> _Exercise directions_: From the data that follows, print exactly the lines starting at the one containing "thumb cmc: (1174, 1097)" and ending at the one containing "middle tip: (311, 178)"; include both of them and nothing more.

> _Input_:
————————

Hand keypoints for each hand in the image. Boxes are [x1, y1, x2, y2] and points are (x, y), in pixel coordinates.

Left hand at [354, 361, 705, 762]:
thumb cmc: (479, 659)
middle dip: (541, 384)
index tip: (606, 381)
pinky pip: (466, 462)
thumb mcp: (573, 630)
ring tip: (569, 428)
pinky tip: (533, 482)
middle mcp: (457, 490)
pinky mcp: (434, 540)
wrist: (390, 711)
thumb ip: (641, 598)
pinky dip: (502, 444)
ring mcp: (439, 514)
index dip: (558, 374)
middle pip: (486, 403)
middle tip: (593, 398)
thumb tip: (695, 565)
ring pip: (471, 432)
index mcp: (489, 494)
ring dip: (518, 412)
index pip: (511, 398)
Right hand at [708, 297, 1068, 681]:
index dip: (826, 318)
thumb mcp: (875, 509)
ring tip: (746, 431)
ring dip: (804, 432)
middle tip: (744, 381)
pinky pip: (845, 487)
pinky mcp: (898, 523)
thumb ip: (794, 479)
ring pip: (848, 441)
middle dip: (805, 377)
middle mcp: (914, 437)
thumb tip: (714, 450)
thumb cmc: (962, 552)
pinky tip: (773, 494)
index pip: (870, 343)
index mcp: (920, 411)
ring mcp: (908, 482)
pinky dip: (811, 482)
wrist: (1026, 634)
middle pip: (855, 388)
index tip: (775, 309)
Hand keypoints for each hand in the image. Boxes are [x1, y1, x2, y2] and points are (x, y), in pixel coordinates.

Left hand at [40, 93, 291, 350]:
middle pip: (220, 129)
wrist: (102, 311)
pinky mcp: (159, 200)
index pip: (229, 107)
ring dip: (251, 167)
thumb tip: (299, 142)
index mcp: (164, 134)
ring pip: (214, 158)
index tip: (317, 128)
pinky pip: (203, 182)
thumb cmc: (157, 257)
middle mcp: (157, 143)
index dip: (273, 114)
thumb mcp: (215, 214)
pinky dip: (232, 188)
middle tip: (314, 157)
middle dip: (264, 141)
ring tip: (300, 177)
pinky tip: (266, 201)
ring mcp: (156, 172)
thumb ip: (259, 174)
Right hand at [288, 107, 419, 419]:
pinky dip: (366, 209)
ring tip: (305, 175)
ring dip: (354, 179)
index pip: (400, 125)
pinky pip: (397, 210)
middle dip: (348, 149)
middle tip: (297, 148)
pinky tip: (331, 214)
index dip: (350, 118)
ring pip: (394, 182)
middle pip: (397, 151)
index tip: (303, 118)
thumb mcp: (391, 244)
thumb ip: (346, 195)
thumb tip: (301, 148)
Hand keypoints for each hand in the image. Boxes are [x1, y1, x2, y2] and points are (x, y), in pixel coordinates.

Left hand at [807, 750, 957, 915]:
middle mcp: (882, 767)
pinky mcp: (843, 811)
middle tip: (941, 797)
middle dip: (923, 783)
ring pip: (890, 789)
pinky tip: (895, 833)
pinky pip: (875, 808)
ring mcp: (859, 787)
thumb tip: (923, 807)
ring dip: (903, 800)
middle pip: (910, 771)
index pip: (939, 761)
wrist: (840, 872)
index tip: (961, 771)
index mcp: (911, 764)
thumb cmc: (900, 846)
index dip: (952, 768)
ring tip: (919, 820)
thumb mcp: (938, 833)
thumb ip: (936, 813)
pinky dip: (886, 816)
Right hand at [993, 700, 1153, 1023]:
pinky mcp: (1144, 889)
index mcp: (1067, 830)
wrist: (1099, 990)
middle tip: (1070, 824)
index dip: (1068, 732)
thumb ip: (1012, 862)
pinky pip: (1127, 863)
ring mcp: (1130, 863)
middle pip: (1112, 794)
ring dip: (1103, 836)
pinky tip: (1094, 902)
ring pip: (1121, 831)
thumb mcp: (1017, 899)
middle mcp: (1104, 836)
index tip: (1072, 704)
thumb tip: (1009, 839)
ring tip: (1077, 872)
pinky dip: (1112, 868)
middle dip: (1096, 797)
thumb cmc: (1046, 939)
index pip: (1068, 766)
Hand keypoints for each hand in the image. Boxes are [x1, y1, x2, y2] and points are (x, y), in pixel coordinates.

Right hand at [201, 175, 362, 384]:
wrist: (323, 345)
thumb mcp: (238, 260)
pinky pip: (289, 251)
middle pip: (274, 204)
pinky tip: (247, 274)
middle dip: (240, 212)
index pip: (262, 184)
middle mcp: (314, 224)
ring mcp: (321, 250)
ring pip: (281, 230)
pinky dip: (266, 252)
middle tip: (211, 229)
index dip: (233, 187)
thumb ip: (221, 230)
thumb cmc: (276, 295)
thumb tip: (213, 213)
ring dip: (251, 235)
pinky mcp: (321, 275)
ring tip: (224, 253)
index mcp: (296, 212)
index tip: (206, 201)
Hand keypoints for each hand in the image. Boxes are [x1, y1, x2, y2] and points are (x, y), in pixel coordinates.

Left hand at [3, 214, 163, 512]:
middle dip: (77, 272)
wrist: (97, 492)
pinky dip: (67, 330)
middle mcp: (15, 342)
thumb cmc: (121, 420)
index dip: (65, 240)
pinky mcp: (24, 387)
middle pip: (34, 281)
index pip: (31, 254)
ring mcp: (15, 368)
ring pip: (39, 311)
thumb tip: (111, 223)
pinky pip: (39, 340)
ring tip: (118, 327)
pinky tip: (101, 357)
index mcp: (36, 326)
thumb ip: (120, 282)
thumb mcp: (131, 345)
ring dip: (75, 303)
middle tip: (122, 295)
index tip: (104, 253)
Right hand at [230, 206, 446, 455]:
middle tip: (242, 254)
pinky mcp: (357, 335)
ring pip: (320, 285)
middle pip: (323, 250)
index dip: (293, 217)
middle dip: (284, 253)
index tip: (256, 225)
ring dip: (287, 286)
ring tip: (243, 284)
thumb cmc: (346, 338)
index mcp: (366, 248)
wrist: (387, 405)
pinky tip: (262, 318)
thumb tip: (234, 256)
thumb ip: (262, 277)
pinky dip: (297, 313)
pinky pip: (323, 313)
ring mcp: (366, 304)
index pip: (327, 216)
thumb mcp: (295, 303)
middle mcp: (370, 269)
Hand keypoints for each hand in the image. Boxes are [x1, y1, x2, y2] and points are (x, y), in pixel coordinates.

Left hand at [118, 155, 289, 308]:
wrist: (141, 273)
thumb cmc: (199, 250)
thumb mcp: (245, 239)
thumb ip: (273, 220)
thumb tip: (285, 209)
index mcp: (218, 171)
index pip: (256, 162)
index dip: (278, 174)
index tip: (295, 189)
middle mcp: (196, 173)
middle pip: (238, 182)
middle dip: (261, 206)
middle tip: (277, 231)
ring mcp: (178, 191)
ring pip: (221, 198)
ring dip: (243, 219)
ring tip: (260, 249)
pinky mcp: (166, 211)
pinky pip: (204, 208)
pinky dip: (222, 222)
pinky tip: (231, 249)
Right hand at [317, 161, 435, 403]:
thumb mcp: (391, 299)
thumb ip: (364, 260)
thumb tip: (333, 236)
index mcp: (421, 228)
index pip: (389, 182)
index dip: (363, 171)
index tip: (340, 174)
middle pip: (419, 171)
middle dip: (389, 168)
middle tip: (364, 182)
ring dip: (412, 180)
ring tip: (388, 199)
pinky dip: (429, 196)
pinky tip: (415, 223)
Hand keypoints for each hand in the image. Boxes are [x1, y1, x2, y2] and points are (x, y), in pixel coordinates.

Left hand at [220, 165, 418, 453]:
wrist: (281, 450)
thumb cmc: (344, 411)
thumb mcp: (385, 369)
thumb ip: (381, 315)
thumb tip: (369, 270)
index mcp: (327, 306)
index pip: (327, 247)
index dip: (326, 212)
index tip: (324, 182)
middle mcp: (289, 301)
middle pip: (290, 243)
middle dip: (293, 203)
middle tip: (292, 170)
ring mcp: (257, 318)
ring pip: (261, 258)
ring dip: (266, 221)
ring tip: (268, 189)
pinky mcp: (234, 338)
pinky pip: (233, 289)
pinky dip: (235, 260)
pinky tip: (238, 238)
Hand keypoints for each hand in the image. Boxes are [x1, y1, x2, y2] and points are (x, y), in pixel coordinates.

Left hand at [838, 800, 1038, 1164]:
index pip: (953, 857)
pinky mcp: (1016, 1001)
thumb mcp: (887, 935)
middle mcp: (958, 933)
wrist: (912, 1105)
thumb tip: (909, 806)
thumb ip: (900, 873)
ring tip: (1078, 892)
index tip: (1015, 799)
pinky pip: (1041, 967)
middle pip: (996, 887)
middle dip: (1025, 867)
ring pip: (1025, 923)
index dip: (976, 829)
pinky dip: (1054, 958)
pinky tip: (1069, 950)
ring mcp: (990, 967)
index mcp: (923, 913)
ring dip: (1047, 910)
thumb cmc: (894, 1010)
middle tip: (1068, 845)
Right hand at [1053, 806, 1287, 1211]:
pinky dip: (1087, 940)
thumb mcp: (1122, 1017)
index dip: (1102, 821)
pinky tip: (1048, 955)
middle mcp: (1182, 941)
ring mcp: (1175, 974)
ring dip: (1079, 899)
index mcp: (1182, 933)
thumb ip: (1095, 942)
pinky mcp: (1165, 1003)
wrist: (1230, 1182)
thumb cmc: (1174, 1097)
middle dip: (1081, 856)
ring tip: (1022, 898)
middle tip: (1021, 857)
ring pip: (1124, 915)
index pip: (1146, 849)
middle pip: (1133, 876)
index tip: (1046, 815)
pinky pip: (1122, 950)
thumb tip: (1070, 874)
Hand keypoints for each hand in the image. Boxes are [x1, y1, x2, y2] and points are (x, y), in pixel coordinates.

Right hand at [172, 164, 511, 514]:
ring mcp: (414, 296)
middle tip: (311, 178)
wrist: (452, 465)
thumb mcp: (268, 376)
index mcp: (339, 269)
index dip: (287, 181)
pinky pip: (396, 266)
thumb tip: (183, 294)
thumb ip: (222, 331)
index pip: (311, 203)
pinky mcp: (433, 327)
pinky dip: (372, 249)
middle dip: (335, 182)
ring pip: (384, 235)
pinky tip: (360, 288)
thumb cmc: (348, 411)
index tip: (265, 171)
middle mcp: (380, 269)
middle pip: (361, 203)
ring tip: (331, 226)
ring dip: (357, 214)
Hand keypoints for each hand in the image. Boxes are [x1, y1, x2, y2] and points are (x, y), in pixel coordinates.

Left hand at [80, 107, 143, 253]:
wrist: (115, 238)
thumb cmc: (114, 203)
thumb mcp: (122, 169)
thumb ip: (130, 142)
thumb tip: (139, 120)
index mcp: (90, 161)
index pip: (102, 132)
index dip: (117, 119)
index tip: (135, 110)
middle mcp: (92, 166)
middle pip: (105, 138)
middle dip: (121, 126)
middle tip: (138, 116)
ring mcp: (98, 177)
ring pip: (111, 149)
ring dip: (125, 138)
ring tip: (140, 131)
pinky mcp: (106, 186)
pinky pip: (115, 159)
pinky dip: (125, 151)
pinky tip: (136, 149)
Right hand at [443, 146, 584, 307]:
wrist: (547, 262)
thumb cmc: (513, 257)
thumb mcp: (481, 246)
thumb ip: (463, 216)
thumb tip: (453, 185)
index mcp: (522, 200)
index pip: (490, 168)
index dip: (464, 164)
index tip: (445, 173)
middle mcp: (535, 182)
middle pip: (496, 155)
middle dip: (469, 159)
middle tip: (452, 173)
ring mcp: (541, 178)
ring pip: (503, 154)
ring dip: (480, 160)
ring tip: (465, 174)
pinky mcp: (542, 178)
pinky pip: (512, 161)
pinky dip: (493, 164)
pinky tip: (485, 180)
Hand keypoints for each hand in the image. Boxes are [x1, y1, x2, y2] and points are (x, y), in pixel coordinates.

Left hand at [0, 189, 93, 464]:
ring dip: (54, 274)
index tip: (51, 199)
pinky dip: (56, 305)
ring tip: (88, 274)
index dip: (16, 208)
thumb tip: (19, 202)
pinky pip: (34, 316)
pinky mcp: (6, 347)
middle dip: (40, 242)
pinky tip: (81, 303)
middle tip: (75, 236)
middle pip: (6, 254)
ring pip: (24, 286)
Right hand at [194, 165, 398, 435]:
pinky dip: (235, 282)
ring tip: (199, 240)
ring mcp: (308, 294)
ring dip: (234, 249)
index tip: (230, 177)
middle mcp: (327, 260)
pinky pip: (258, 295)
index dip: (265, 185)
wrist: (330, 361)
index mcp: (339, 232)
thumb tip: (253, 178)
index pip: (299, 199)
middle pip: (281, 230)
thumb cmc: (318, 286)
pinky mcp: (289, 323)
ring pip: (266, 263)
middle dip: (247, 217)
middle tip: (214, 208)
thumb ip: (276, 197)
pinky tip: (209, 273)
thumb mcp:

————————

> _Written solution_:
thumb cmc: (1174, 1097)
middle dip: (1081, 856)
ring tip: (1022, 898)
middle tip: (1021, 857)
ring pip: (1124, 915)
index pip: (1146, 849)
middle pip: (1133, 876)
index tip: (1046, 815)
pinky pip: (1122, 950)
thumb tip: (1070, 874)
Hand keypoints for each hand in the image. Boxes are [x1, y1, x2, y2] and points are (x, y), in pixel coordinates.

Right hand at [172, 164, 511, 514]:
ring mcp: (414, 296)
middle tip: (311, 178)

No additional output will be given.